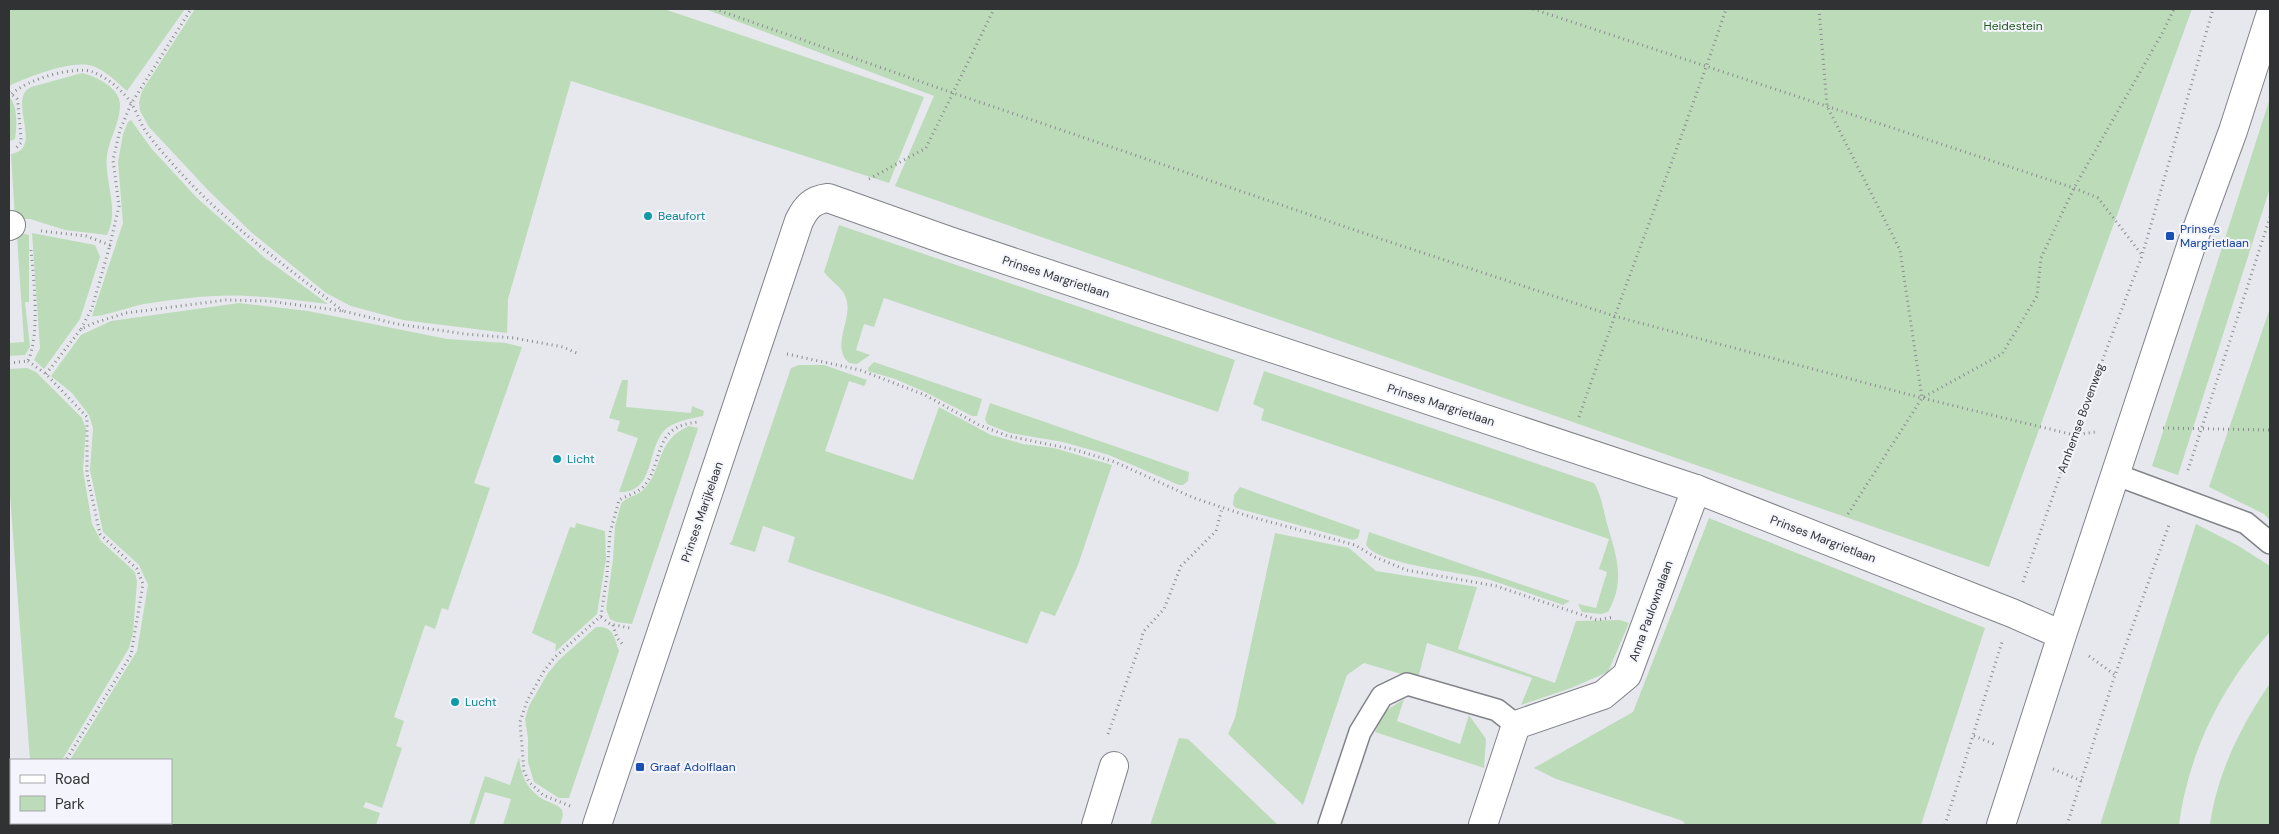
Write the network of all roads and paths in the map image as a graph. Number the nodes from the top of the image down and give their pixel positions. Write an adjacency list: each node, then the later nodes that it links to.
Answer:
1 (191, 9): 13 (path)
2 (715, 9): 12 (path)
3 (994, 9): 12 (path)
4 (1533, 9): 10 (path)
5 (1726, 9): 10 (path)
6 (1819, 9): 14 (path)
7 (2174, 9): 16 (path)
8 (2212, 9): 20 (path, Arnhemse Bovenweg)
9 (2270, 16): 31 (street)
10 (1707, 68): 14 (path); 22 (path)
11 (11, 93): 13 (path); 15 (path)
12 (953, 93): 17 (path); 22 (path)
13 (131, 104): 19 (path); 21 (path)
14 (1827, 106): 16 (path); 29 (path)
15 (15, 149)
16 (2074, 188): 20 (path); 29 (path)
17 (821, 200): 24 (street, Prinses Marijkelaan); 34 (street, Prinses Margrietlaan)
18 (16, 227): 19 (path); 26 (path)
19 (110, 245): 23 (path)
20 (2142, 256): 33 (path, Arnhemse Bovenweg)
21 (343, 311): 23 (path); 25 (path)
22 (1614, 316): 29 (path); 34 (path)
23 (81, 329): 28 (path)
24 (758, 347): 37 (path); 47 (street, Prinses Marijkelaan)
25 (579, 354)
26 (28, 362): 27 (path); 28 (path)
27 (9, 363)
28 (46, 374): 44 (path)
29 (1922, 398): 33 (path); 38 (path)
30 (705, 421): 46 (path)
31 (2132, 427): 32 (path); 33 (path); 35 (street)
32 (2270, 430)
33 (2074, 435): 40 (path, Arnhemse Bovenweg)
34 (1569, 447): 36 (street, Prinses Margrietlaan)
35 (2116, 475): 39 (lane); 42 (street)
36 (1696, 490): 38 (street, Prinses Margrietlaan); 41 (street, Anna Paulownalaan)
37 (1222, 508): 41 (path); 45 (path)
38 (1830, 542): 40 (street, Prinses Margrietlaan)
39 (2270, 543)
40 (2012, 613): 42 (street, Prinses Margrietlaan); 51 (path, Arnhemse Bovenweg)
41 (1646, 622): 43 (street, Anna Paulownalaan)
42 (2062, 635): 52 (street)
43 (1516, 725): 49 (lane); 50 (street)
44 (67, 759)
45 (1114, 766): 48 (street)
46 (568, 816)
47 (597, 825)
48 (1096, 825)
49 (1329, 825)
50 (1483, 825)
51 (1945, 825)
52 (2001, 825)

★ ★ ★ ★

WHAT YOU WILL DO - Among the entries, how many lines include the string "Paulownalaan"? Please reply with only the number.

TASK RESPONSE - 2